The monumental importance of being permanently present

It started with the sparking of a faulty fridge-freezer in a fourth-floor flat. But the speed with which the fire consumed the 124 apartments was breathtaking.

We couldn’t believe our eyes as we watched it on our screens. The inferno that erupted in the 24-story Grenfell Tower in west London quickly incinerated the whole building and all we could do was watch gape-jawed with horror.

Families appeared at their windows screaming for help. Some people tied bedsheets into a makeshift rope to escape the furnace. Some leaped to the ground below. It was all too horrible.

We know now that nearly 80 people lost their lives and many others were injured. Hundreds were displaced, escaping the flames with nothing but their lives and the pajamas they had been sleeping in.

We also know that the community response to this tragedy was incredible. The outpouring of generosity and kindness was heartwarming. But it began in an interesting way.

At 3.00am the night of the fire, Rev Alan Everett, the vicar of the nearby St Clements Church of England, was woken by a call from a fellow priest who lived in Grenfell Tower. The priest had called to alert Everett that he had a national disaster unfolding almost literally on his doorstep.

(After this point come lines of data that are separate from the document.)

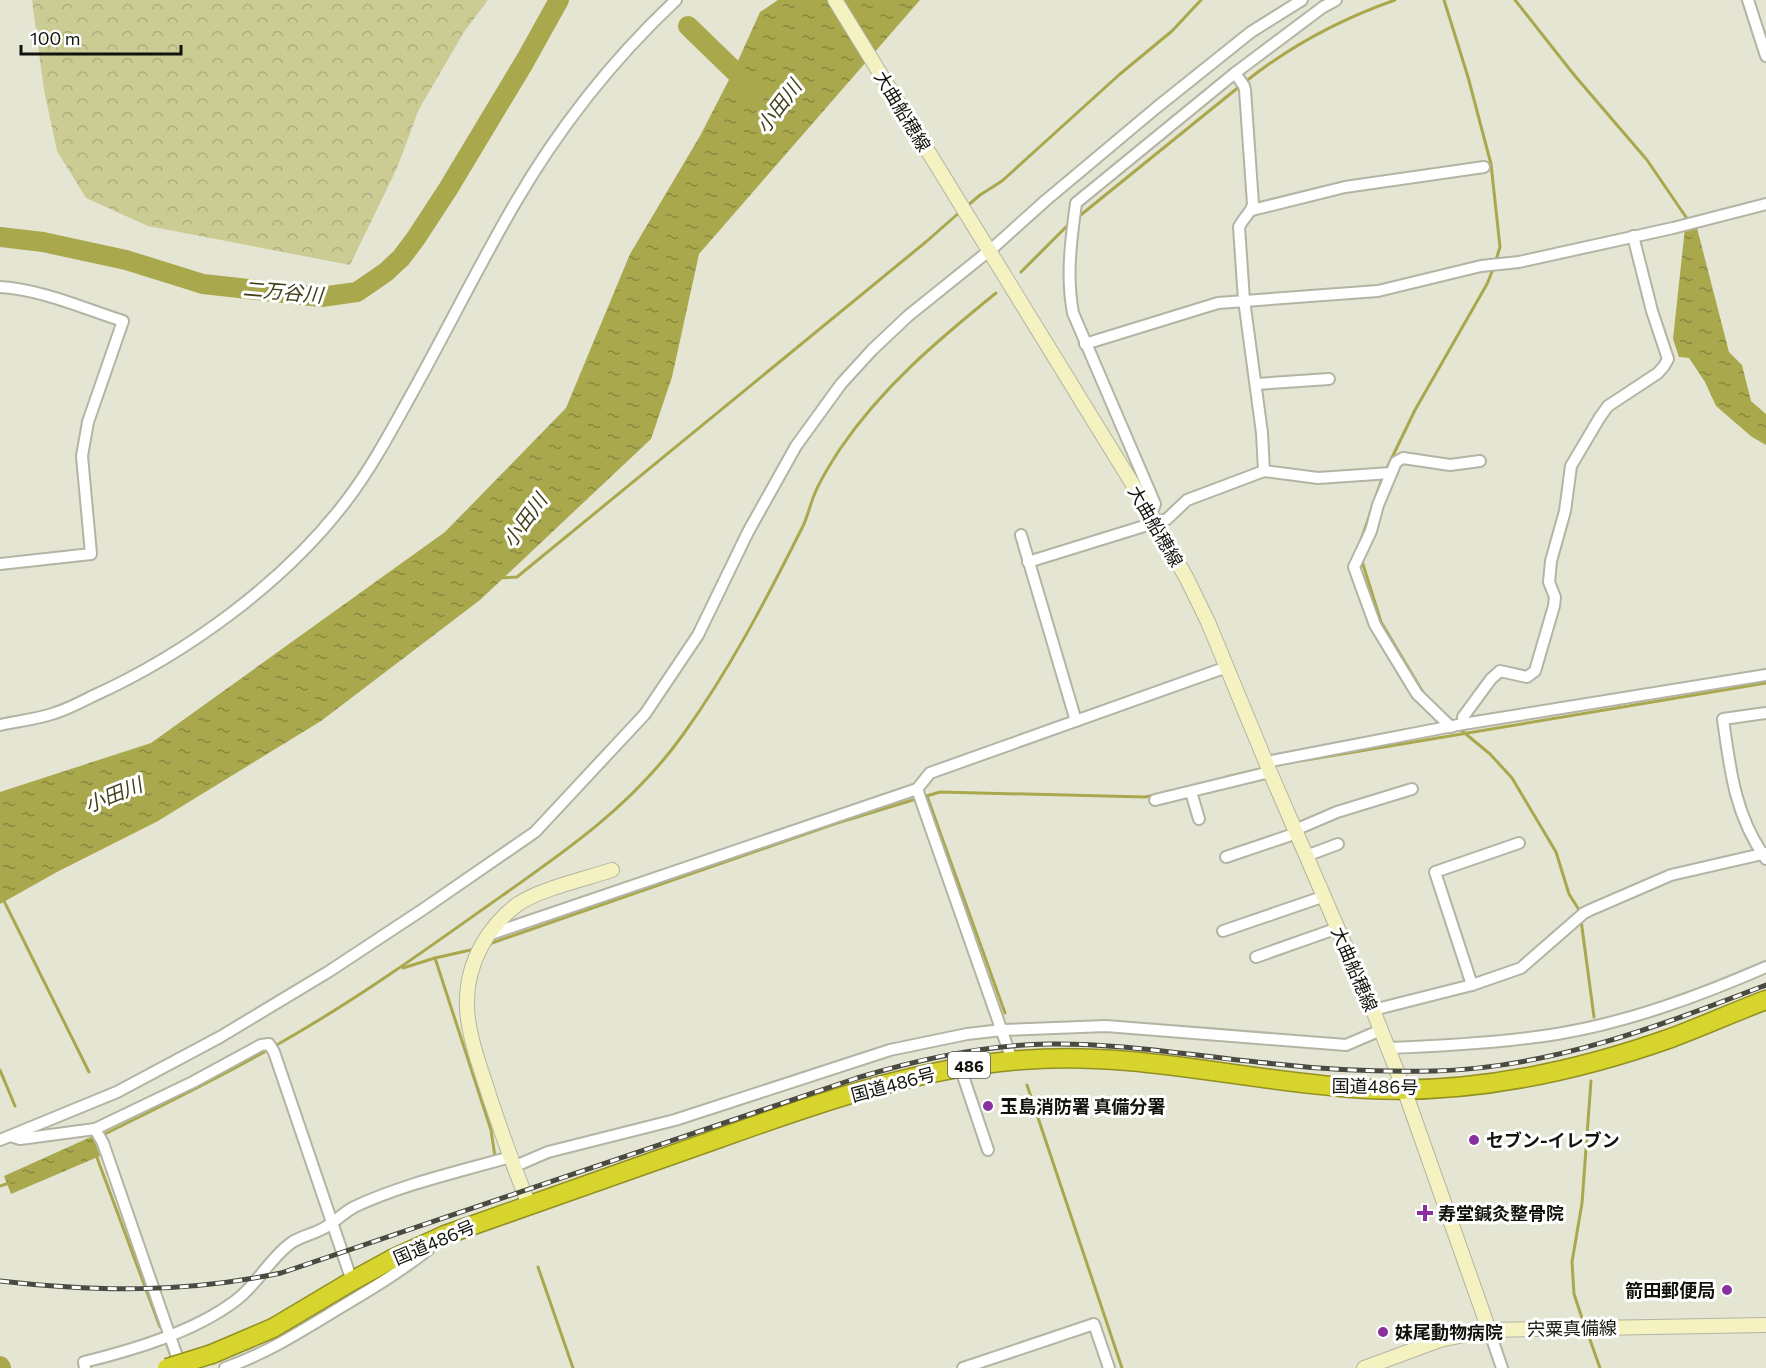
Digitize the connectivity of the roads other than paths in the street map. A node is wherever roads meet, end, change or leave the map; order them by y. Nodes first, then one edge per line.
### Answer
1 (676, 0) edge
2 (835, 0) edge
3 (1302, 0) edge
4 (1336, 0) edge
5 (1748, 0) edge
6 (1766, 56) edge
7 (1240, 79) junction
8 (1484, 167) dead end
9 (1766, 204) edge
10 (1252, 210) junction
11 (1633, 236) junction
12 (988, 250) junction
13 (0, 287) edge
14 (1244, 300) junction
15 (1085, 344) junction
16 (1329, 380) dead end
17 (1256, 384) junction
18 (1480, 461) dead end
19 (1264, 471) junction
20 (1391, 473) junction
21 (1153, 519) junction
22 (1021, 536) dead end
23 (1028, 562) junction
24 (0, 564) edge
25 (1227, 667) junction
26 (1766, 675) edge
27 (1766, 713) edge
28 (1076, 721) junction
29 (1463, 724) junction
30 (0, 725) edge
31 (1451, 728) junction
32 (1268, 767) junction
33 (917, 789) junction
34 (1412, 789) dead end
35 (1191, 792) junction
36 (1155, 801) dead end
37 (1199, 819) dead end
38 (1296, 832) junction
39 (1519, 843) dead end
40 (1338, 844) dead end
41 (1306, 856) junction
42 (1765, 856) edge
43 (1226, 857) dead end
44 (612, 870) dead end
45 (1325, 896) junction
46 (1338, 928) junction
47 (1222, 931) dead end
48 (486, 938) junction
49 (1256, 957) dead end
50 (1766, 967) edge
51 (1472, 985) junction
52 (1766, 999) edge
53 (1373, 1010) junction
54 (1002, 1030) junction
55 (1381, 1030) junction
56 (1388, 1048) junction
57 (1012, 1060) junction
58 (960, 1067) junction
59 (1404, 1089) junction
60 (99, 1135) junction
61 (5, 1138) edge
62 (988, 1150) dead end
63 (512, 1162) junction
64 (529, 1206) junction
65 (332, 1222) junction
66 (446, 1235) junction
67 (352, 1281) junction
68 (1766, 1325) edge
69 (1489, 1330) junction
70 (170, 1334) junction
71 (1391, 1363) edge
72 (85, 1368) edge
73 (167, 1368) edge
74 (181, 1368) edge
75 (225, 1368) edge
76 (963, 1368) edge
77 (1109, 1368) edge
78 (1364, 1368) edge
79 (1502, 1368) edge

1 - 30 street
2 - 12 main road, 大曲船穂線
3 - 12 street
4 - 7 street
5 - 6 street
7 - 10 street
7 - 15 street
8 - 10 street
9 - 11 street
10 - 14 street
11 - 14 street
11 - 29 street
12 - 21 main road, 大曲船穂線
12 - 61 street
13 - 24 street
14 - 15 street
14 - 17 street
15 - 21 street
16 - 17 street
17 - 19 street
18 - 20 street
19 - 20 street
19 - 21 street
20 - 31 street
21 - 23 street
21 - 25 main road, 大曲船穂線
22 - 23 street
23 - 28 street
25 - 28 street
25 - 32 main road, 大曲船穂線
26 - 29 street
27 - 42 street
28 - 33 street
29 - 31 street
31 - 32 street
32 - 35 street
32 - 38 main road, 大曲船穂線
33 - 48 street
33 - 54 street
34 - 38 street
35 - 36 street
35 - 37 street
38 - 41 main road, 大曲船穂線
38 - 43 street
39 - 51 street
40 - 41 street
41 - 45 main road, 大曲船穂線
42 - 51 street
44 - 48 main road
45 - 46 main road, 大曲船穂線
45 - 47 street
46 - 49 street
46 - 53 main road, 大曲船穂線
48 - 63 main road
50 - 56 street
51 - 53 street
52 - 59 highway, 国道486号 / 486
53 - 55 main road, 大曲船穂線
54 - 55 street
54 - 57 street
54 - 63 street
55 - 56 main road, 大曲船穂線
56 - 59 main road, 大曲船穂線
57 - 58 highway, 国道486号 / 486
57 - 59 highway, 国道486号 / 486
58 - 62 street
58 - 64 highway, 国道486号 / 486
59 - 69 main road
60 - 61 street
60 - 65 street
60 - 70 street
63 - 64 main road
63 - 65 street
64 - 66 highway, 国道486号 / 486
65 - 67 street
65 - 70 street
66 - 67 highway, 国道486号 / 486
66 - 75 street
67 - 73 highway, 国道486号 / 486, bridge
68 - 69 main road, 宍粟真備線
69 - 71 main road, 宍粟真備線
69 - 79 street
70 - 72 street
70 - 74 street
71 - 78 main road, 宍粟真備線
76 - 77 street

Alan Everett ran to the church and turned the lights on and opened the doors wide. He didn’t know what else to do.

 

Soon people started stumbling out of the dark, making their way to the safety of the church. Passersby and people who’d come to help also found refuge there.

By 7.00am, the parishioners of St Clements were serving breakfast to the displaced and the volunteers. Local restaurants began delivering food. Donated clothes and blankets filled the church sanctuary. Instead of a church, St Clements looked like a warehouse.

The church became a refuge, a triage unit, a feeding station, an aid delivery center. All because the local vicar simply turned the lights on and opened the door.

 

And because they were there!

There’s no doubt that the new churches planted in repurposed warehouses in industrial areas on the edges of towns are full of equally generous people. But often they have no proximity to their cities. Usually their minister doesn’t live near the church building anyway. If he or she decided to open the church they would first need to drive across town, by which time the need to house, and care for, and assess the injuries of the victims of a fire like the one at Grenfell Tower would have gone elsewhere.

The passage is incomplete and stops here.